Allo scoppio della Seconda guerra mondiale si trasferì a New York. Prima di partire tuttavia realizzò l’ultima collezione europea, “Cash and Carry”, riempiendo gli abiti di tasche e zip che dovevano servire alle donne in fuga dal conflitto per riempire di tutto il necessario.Nel ’54, dopo la parentesi forzata della Guerra, Schiaparelli dovette chiudere per sempre la propria “maison” per bancarotta causata dai troppi debiti accumulati durante la ricostruzione. Mentre Coco Chanel caparbiamente risaliva la scala del successo, lei si limitò a scrivere la sua autobiografia “Shoking Life” il cui titolo rimanda alla sua vita sopra le righe e al suo colore preferito. Morì a Parigi nel 1973.La moda le deve molto e parecchi couturier importanti come Yves Saint Laurent o Giorgio Armani l’hanno frequentemente citata nelle loro collezioni. Inoltre insieme alla sua rivale di sempre, Schiaparelli fu una delle prime a capire che in futuro la formula vincente per la moda sarebbe stato l’abito pronto, grazie all’impiego di taglie “standard” e di una lavorazione in serie.

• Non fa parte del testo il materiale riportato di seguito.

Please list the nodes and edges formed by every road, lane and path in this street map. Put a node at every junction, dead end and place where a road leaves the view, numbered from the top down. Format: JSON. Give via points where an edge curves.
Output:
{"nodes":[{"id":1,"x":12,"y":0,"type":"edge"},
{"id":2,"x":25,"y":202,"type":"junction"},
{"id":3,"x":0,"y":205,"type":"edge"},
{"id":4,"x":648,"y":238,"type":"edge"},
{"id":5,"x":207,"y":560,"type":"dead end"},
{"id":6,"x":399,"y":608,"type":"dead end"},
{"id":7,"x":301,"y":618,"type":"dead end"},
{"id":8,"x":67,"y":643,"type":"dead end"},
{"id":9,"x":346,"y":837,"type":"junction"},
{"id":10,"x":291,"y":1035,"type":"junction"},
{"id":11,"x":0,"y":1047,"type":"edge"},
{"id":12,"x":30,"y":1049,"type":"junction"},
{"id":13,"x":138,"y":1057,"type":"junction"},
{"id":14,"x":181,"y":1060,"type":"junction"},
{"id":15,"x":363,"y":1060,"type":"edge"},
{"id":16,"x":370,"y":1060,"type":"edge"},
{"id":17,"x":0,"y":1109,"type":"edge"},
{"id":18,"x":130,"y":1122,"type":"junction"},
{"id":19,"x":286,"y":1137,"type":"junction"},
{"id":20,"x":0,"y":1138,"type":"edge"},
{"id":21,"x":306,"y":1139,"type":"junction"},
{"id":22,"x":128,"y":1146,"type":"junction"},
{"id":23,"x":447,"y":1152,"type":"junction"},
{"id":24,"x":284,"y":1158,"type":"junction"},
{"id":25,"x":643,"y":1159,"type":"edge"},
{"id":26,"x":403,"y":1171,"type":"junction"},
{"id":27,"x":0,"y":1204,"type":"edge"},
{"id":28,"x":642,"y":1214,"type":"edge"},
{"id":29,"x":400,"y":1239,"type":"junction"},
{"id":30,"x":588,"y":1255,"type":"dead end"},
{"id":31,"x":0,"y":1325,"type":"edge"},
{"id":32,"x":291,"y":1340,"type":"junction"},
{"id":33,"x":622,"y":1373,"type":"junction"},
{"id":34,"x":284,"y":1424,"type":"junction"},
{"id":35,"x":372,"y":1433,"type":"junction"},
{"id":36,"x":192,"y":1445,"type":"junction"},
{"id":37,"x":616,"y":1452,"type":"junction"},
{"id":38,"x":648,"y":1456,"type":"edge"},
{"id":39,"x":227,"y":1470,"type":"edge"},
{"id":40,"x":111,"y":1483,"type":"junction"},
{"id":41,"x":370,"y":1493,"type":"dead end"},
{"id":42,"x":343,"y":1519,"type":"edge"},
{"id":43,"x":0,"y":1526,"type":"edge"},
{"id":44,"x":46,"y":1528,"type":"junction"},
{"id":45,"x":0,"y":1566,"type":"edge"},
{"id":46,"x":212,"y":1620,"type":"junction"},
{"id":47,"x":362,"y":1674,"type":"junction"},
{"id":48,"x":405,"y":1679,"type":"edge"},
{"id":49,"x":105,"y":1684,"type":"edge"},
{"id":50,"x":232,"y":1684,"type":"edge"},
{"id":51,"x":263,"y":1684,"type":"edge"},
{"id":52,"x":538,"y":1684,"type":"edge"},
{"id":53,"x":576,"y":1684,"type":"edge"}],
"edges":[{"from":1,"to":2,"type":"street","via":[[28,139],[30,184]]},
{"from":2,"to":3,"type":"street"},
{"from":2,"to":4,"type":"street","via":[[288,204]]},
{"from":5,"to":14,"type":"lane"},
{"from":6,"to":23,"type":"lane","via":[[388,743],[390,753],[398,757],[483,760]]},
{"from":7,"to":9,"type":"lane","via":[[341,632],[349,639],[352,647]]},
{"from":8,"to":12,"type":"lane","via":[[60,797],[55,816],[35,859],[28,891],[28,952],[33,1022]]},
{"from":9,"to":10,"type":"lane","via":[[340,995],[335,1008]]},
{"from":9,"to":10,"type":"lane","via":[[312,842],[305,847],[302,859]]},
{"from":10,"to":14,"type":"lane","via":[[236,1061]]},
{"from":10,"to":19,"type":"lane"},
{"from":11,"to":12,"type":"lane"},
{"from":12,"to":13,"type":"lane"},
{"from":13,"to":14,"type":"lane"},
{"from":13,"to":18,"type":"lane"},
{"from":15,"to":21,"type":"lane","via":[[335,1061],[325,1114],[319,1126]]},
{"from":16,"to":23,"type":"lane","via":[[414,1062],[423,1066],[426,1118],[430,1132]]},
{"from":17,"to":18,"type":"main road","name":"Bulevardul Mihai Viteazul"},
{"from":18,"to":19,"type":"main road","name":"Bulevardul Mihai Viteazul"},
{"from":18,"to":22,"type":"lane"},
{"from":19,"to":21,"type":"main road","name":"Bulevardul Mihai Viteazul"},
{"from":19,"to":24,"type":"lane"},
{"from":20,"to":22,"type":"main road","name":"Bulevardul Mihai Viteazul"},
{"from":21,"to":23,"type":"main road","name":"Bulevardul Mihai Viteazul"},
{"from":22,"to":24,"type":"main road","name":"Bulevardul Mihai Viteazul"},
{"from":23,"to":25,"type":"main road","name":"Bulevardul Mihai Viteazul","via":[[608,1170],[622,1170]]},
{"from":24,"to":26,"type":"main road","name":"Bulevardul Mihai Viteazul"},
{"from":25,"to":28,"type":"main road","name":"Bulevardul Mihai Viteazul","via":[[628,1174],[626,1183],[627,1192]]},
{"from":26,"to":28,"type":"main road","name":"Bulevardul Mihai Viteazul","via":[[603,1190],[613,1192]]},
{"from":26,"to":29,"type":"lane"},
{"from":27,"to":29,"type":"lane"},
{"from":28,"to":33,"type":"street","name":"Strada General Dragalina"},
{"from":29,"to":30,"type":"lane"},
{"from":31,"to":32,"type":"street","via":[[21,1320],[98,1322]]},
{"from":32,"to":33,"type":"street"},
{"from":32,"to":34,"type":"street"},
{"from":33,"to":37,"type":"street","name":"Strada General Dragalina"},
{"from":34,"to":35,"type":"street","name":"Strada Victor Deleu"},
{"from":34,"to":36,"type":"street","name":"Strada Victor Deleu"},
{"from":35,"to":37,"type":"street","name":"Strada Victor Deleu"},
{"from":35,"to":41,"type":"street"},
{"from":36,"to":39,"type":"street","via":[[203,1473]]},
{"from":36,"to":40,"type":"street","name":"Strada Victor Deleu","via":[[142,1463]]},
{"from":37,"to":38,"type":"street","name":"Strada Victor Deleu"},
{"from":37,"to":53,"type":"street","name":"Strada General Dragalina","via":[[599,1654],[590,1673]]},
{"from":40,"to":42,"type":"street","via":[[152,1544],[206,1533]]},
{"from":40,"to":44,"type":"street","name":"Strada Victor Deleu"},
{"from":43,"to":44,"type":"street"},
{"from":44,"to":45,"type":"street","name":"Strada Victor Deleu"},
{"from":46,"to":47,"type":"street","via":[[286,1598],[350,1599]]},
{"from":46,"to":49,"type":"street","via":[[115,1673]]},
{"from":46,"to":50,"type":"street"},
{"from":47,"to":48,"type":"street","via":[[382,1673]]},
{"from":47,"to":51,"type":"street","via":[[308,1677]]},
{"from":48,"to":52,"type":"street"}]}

Bibliografia essenziale: Francois Baudot,“Elsa Schiaparelli”, Firenze, Ed. Octavo, 1998; Guido Vergani, “Dizionario della moda”, Ed, Baldini Castoldi Dalai, Milano, 2010; Richard Martin, “Fashion and surrealism”, New York, Ed. The fashion institute of technology, 1987; Yvonne Deslandrex, Florence Müller, “Histoire de la mode au XX siecle”, Parigi, Ed. Somogy, 1986.